* **What you should do**
Down to the last line, print the entries below exactly, and keep every picture out of the copy.
=======
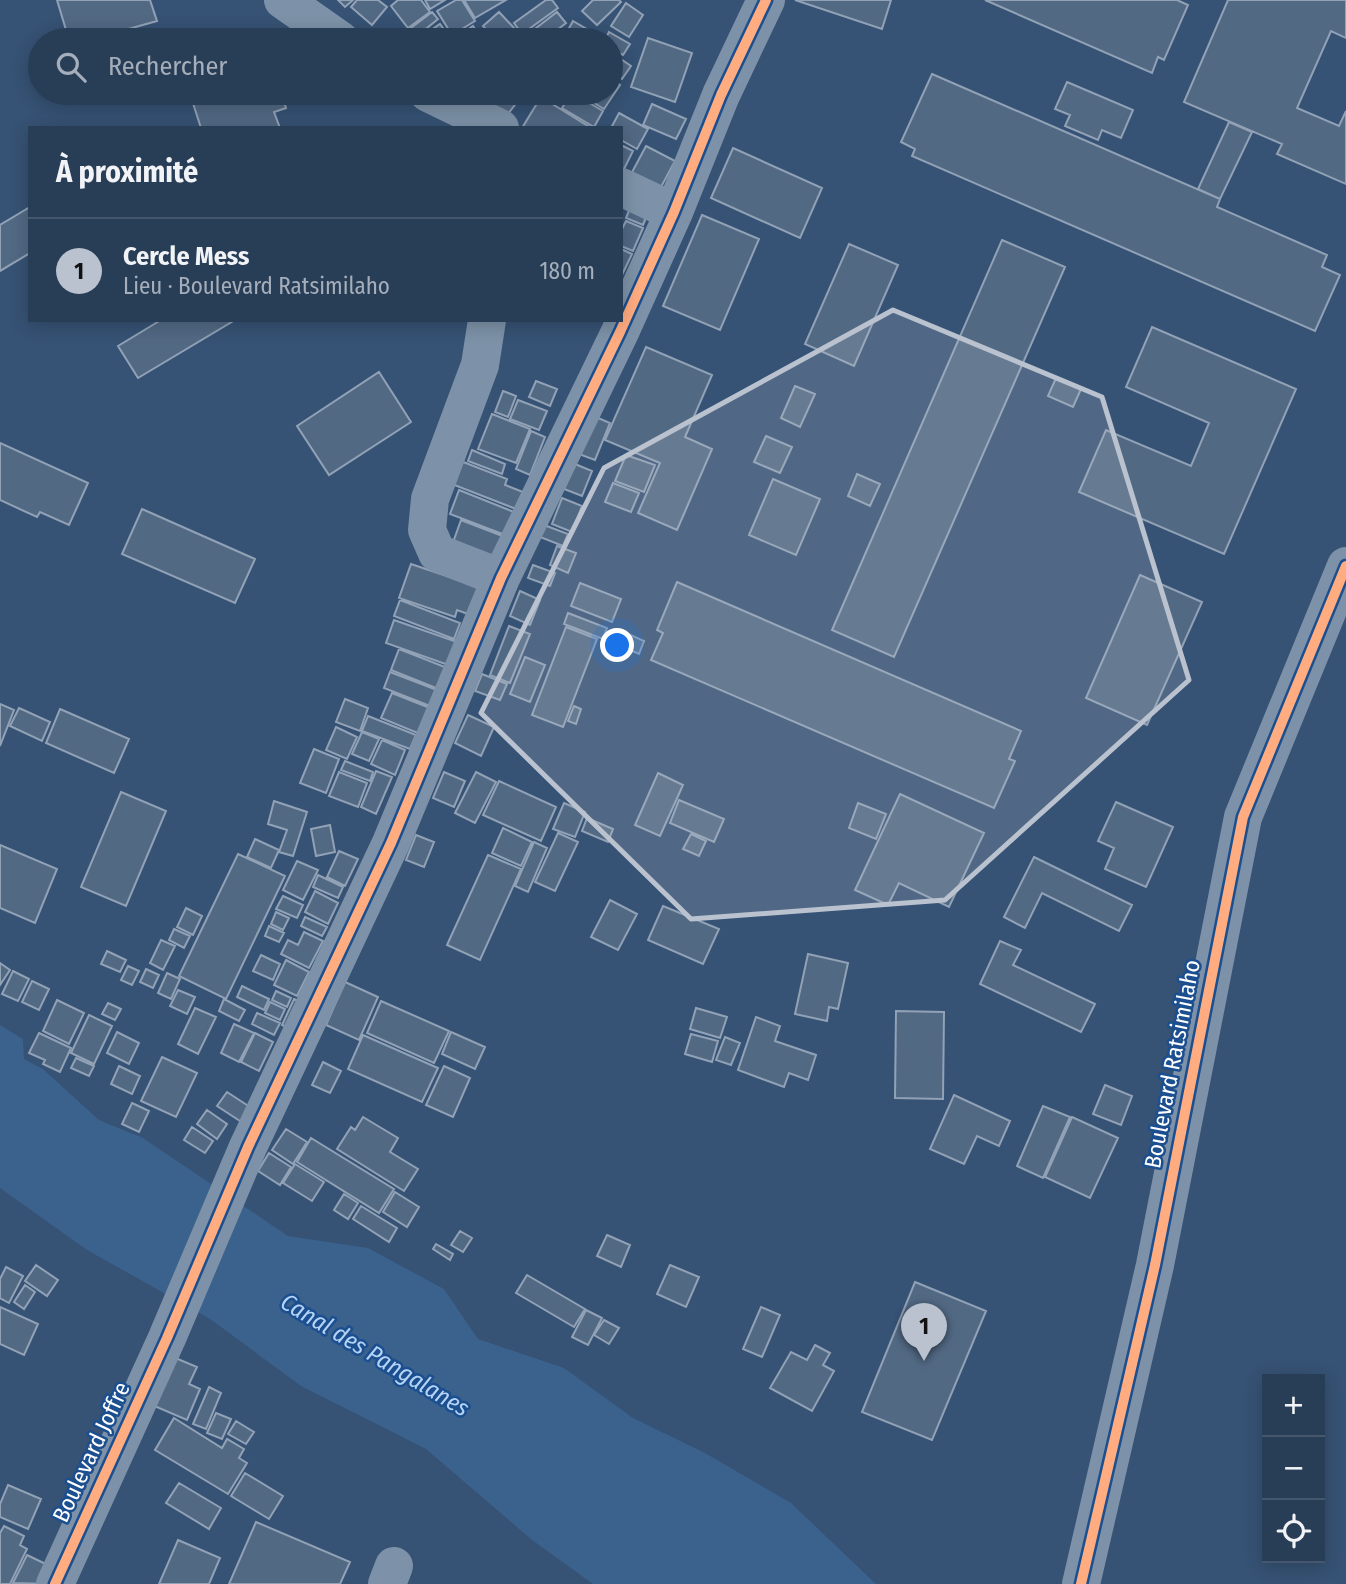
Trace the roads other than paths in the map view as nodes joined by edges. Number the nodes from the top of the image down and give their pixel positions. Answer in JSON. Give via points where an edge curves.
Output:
{"nodes":[{"id":1,"x":283,"y":0,"type":"edge"},
{"id":2,"x":766,"y":0,"type":"edge"},
{"id":3,"x":324,"y":28,"type":"edge"},
{"id":4,"x":453,"y":105,"type":"edge"},
{"id":5,"x":496,"y":126,"type":"edge"},
{"id":6,"x":623,"y":188,"type":"edge"},
{"id":7,"x":674,"y":212,"type":"junction"},
{"id":8,"x":486,"y":322,"type":"edge"},
{"id":9,"x":1346,"y":566,"type":"edge"},
{"id":10,"x":501,"y":578,"type":"junction"},
{"id":11,"x":55,"y":1584,"type":"edge"},
{"id":12,"x":1081,"y":1584,"type":"edge"}],
"edges":[{"from":1,"to":3,"type":"street"},
{"from":2,"to":7,"type":"street","name":"Boulevard Joffre"},
{"from":4,"to":5,"type":"street"},
{"from":6,"to":7,"type":"street"},
{"from":7,"to":10,"type":"street","name":"Boulevard Joffre"},
{"from":8,"to":10,"type":"street","via":[[480,365],[430,499],[427,530],[437,553]]},
{"from":9,"to":12,"type":"street","name":"Boulevard Ratsimilaho","via":[[1243,817],[1155,1265]]},
{"from":10,"to":11,"type":"street","name":"Boulevard Joffre","via":[[391,843],[248,1147]]}]}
=======
* **Response to this exercise**
Trace the roads other than paths in the map view as nodes joined by edges. Number the nodes from the top of the image down and give their pixel positions. Answer in JSON. Give via points where an edge curves.
Output:
{"nodes":[{"id":1,"x":283,"y":0,"type":"edge"},
{"id":2,"x":766,"y":0,"type":"edge"},
{"id":3,"x":324,"y":28,"type":"edge"},
{"id":4,"x":453,"y":105,"type":"edge"},
{"id":5,"x":496,"y":126,"type":"edge"},
{"id":6,"x":623,"y":188,"type":"edge"},
{"id":7,"x":674,"y":212,"type":"junction"},
{"id":8,"x":486,"y":322,"type":"edge"},
{"id":9,"x":1346,"y":566,"type":"edge"},
{"id":10,"x":501,"y":578,"type":"junction"},
{"id":11,"x":55,"y":1584,"type":"edge"},
{"id":12,"x":1081,"y":1584,"type":"edge"}],
"edges":[{"from":1,"to":3,"type":"street"},
{"from":2,"to":7,"type":"street","name":"Boulevard Joffre"},
{"from":4,"to":5,"type":"street"},
{"from":6,"to":7,"type":"street"},
{"from":7,"to":10,"type":"street","name":"Boulevard Joffre"},
{"from":8,"to":10,"type":"street","via":[[480,365],[430,499],[427,530],[437,553]]},
{"from":9,"to":12,"type":"street","name":"Boulevard Ratsimilaho","via":[[1243,817],[1155,1265]]},
{"from":10,"to":11,"type":"street","name":"Boulevard Joffre","via":[[391,843],[248,1147]]}]}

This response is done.